Passados dois dias do segundo turno das eleições que levaram Ricardo Coutinho – PSB a uma vitória surpreendente de governador na Paraíba, muitos políticos do estado terão que fazer profundas reflexões sobre esse momento, entre eles o prefeito de Patos, Nabor Wanderley – PMDB.

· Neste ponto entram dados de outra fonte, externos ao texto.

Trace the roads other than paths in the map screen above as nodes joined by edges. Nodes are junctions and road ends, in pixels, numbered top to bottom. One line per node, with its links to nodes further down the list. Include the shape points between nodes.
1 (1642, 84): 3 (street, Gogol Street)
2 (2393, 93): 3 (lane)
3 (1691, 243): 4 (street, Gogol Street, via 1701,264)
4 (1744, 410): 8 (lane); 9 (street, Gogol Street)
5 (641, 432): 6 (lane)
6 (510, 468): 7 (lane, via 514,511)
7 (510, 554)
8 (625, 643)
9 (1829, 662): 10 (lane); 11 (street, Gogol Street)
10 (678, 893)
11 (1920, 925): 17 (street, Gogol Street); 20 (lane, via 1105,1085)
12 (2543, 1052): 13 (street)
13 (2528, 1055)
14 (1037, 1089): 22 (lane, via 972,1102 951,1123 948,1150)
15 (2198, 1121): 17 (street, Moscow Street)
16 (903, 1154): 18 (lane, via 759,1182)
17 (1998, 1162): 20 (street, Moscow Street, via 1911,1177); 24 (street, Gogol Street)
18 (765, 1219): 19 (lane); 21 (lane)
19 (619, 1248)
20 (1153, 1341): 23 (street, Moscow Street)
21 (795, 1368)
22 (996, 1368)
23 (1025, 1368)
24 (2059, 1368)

A vitória de Ricardo Coutinho na Paraíba, e em especial Patos, no primeiro e segundo turno revelam a necessidade de repensar metodologias administrativas e relações políticas. Sem dúvida o pequeno estado da Paraíba demonstrou maturidade diante de tamanho derrame de dinheiro, provavelmente dos cofres públicos. São chegadas informações da compra de líderes políticos grandes e pequenos por um governo que pretendia se perpetuar no poder à custa de qualquer sacrifício social. A eleição na Paraíba demonstrou a fragilidade de nossa democracia e a força de um povo quando quer mudança.
Em Patos o prefeito Nabor Wanderley e seu grupo político saem derrotados por duas vezes em menos de trinta dias. A vitória de Hugo Mota talvez não sirva para compensar a perda do governo do estado (essa será uma reflexão posterior). Ricardo Coutinho ganhou no primeiro turno em Patos com uma diferença de 579 votos, no segundo com 683. Alguns dias depois do primeiro turno, Nabor Wanderley disse que reverteria à diferença e daria ao governador José Maranhão – PMDB cinco mil votos de maioria em Patos, se enganou.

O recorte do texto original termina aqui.